• GOAL OF THE EXERCISE: Once you know how many lines below hold "mouth", reply with that number and add nothing.

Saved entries

.....

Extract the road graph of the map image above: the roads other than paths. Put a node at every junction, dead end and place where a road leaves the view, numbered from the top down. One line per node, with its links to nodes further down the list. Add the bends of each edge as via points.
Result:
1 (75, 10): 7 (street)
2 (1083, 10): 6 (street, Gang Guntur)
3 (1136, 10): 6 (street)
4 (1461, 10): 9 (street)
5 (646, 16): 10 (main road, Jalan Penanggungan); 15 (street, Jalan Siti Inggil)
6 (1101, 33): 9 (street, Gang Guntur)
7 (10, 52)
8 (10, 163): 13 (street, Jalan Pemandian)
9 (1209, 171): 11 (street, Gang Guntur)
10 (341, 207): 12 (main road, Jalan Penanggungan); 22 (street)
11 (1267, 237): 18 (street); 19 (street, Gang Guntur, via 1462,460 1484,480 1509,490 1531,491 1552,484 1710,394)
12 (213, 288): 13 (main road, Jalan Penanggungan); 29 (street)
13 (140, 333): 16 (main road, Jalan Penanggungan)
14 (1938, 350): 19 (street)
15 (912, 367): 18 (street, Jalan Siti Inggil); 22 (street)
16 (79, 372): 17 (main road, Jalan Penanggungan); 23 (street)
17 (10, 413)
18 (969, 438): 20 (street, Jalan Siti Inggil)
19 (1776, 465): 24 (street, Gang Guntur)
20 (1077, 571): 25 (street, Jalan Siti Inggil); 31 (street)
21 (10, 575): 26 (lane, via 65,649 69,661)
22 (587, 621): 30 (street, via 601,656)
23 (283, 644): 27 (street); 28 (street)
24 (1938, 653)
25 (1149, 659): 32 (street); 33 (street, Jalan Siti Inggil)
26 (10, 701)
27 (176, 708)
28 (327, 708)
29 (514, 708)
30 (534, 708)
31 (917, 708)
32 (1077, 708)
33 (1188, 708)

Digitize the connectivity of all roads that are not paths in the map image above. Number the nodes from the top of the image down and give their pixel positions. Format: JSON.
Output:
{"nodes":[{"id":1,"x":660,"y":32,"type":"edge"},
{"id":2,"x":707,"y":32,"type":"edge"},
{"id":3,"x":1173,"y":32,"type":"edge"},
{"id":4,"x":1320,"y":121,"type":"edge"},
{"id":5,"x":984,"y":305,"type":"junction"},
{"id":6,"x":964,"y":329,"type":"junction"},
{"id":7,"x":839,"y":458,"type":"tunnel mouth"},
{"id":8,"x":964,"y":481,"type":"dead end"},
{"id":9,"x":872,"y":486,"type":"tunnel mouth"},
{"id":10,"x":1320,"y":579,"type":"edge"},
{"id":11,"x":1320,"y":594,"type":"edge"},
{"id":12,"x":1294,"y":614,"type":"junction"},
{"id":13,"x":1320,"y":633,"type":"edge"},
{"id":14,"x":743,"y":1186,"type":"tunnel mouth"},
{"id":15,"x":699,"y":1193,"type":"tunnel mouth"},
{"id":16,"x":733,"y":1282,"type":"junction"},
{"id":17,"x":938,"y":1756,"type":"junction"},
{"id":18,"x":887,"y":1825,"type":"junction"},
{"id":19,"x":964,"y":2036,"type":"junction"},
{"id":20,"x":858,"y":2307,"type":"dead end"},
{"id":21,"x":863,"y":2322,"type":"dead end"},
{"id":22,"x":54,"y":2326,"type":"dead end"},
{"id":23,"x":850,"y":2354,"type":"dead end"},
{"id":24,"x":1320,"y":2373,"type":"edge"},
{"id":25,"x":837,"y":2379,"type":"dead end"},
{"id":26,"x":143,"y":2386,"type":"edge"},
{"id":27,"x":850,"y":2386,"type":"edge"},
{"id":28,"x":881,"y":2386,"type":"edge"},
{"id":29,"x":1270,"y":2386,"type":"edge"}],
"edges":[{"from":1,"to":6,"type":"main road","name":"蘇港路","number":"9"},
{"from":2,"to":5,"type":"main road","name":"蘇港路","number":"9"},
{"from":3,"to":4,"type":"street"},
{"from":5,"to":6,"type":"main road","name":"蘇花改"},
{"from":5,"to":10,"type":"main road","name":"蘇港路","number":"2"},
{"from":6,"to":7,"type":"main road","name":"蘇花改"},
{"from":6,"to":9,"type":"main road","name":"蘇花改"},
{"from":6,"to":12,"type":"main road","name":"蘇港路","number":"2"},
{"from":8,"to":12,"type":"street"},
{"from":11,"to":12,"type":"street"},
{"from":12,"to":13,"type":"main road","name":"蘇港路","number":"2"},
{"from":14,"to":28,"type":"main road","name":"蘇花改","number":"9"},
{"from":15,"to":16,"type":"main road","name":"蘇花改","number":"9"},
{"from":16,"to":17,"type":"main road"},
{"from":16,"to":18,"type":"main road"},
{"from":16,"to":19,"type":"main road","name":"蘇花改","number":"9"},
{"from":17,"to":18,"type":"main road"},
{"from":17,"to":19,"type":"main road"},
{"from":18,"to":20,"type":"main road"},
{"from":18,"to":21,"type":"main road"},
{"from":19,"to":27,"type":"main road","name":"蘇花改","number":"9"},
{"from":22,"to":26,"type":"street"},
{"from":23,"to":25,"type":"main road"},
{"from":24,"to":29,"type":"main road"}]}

.....

• EXERCISE OUTPUT: 4